In May 2010 the Government announced that it would end the immigration detention of children. But between May and the end of August 2011, 697 children were held at all Greater London and South East ports. Almost one third were unaccompanied children. This could mean as many as 2,000 children could be detained each year.
Shockingly the Home Office is not collecting information on the length of detention or reasons why the children have been detained.
In December 2010 the Government published details of its new policy to end the detention of children; within this the Government retained the right to only hold a few dozen families each year in border cases.
The Children’s Society welcomed the progress made by the Government in response to the Outcry! campaign by pledging to end detention and the closure of the family unit at Yarl’s Wood where children were held for weeks. We are disappointed that after so much progress so many children are still being detained by the UK Border Agency, at the ports and at the new ‘Pre-Departure Accommodation’.

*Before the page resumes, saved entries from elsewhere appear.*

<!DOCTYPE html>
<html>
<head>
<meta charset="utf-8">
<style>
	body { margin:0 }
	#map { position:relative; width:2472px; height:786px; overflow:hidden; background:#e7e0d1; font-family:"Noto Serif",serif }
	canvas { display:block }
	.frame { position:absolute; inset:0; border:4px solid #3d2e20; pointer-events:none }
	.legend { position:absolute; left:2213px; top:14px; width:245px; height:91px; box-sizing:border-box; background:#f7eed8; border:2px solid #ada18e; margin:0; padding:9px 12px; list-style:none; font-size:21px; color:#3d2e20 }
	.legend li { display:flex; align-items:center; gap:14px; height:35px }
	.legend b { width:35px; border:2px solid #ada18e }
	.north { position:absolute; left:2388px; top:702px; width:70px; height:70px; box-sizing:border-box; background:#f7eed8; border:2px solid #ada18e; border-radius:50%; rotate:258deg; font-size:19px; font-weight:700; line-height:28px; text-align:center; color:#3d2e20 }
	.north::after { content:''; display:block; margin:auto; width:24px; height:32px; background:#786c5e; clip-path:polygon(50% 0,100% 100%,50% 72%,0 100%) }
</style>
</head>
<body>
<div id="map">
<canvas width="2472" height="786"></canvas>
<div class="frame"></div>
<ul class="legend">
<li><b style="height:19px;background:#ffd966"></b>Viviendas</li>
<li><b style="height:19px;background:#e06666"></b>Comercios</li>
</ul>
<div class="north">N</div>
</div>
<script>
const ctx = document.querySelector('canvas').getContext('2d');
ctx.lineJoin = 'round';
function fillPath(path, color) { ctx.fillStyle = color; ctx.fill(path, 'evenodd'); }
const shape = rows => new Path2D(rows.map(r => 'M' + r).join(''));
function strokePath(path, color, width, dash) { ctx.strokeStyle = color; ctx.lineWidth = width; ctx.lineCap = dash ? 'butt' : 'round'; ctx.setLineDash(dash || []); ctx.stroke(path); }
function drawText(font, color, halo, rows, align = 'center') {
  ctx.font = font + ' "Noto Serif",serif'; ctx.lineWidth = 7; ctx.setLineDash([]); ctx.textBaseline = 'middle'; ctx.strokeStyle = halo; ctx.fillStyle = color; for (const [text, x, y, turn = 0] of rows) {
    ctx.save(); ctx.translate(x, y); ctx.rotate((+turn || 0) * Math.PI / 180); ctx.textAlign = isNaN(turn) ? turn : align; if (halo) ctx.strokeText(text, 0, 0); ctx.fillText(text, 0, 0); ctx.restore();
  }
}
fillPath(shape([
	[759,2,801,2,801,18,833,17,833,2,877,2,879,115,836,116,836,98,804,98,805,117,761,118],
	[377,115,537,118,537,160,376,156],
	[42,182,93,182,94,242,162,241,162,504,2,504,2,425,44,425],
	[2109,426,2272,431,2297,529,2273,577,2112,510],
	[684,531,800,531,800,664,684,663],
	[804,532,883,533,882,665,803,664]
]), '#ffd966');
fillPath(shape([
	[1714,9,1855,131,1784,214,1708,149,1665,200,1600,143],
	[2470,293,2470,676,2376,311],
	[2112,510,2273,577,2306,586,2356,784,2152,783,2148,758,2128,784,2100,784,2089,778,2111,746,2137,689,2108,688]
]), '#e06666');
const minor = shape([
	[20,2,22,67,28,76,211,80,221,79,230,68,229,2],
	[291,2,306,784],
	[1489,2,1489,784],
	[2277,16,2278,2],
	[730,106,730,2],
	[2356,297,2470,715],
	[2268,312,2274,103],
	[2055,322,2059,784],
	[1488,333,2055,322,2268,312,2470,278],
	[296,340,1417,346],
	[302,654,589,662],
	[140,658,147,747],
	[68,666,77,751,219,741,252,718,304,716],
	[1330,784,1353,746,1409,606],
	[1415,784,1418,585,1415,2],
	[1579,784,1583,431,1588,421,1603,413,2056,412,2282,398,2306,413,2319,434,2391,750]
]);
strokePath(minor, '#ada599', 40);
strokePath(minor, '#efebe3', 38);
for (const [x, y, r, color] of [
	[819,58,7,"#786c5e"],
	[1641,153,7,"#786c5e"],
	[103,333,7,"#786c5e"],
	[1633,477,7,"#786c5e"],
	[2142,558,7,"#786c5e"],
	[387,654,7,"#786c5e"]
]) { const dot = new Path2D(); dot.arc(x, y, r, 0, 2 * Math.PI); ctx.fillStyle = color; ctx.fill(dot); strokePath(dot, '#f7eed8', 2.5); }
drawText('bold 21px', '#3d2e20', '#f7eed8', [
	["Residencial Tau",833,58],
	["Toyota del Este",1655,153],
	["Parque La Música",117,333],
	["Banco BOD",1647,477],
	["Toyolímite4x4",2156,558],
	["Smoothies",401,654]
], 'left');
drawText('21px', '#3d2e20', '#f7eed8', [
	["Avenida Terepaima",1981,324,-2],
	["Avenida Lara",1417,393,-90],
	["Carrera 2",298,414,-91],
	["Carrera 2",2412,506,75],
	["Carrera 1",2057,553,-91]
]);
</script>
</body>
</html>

Concerns have also been highlighted by HM Inspector of Prisons in regards to the monitoring of those detained at port following the unannounced inspections of three Heathrow Terminals. These included a lack of awareness among staff of how to refer child victims of trafficking to the correct authorities.
Bob Reitemeier, chief executive of The Children’s Society, said: ‘We are horrified at the excessive numbers of children being held in the South East and very disappointed that Government has not kept these numbers to a minimum. It is of great concern that this appears to be happening without sufficient monitoring centrally by the Home Office, including why they are being held, their age and critically the length of time that they were held – This raises serious questions about the commitment to end the immigration detention of children.
‘We are calling on the Home Office to launch an enquiry in to why excessive numbers of children are being held on entry to the UK and to make sure appropriate measures are in place to meet the welfare needs of what are often extremely vulnerable children.’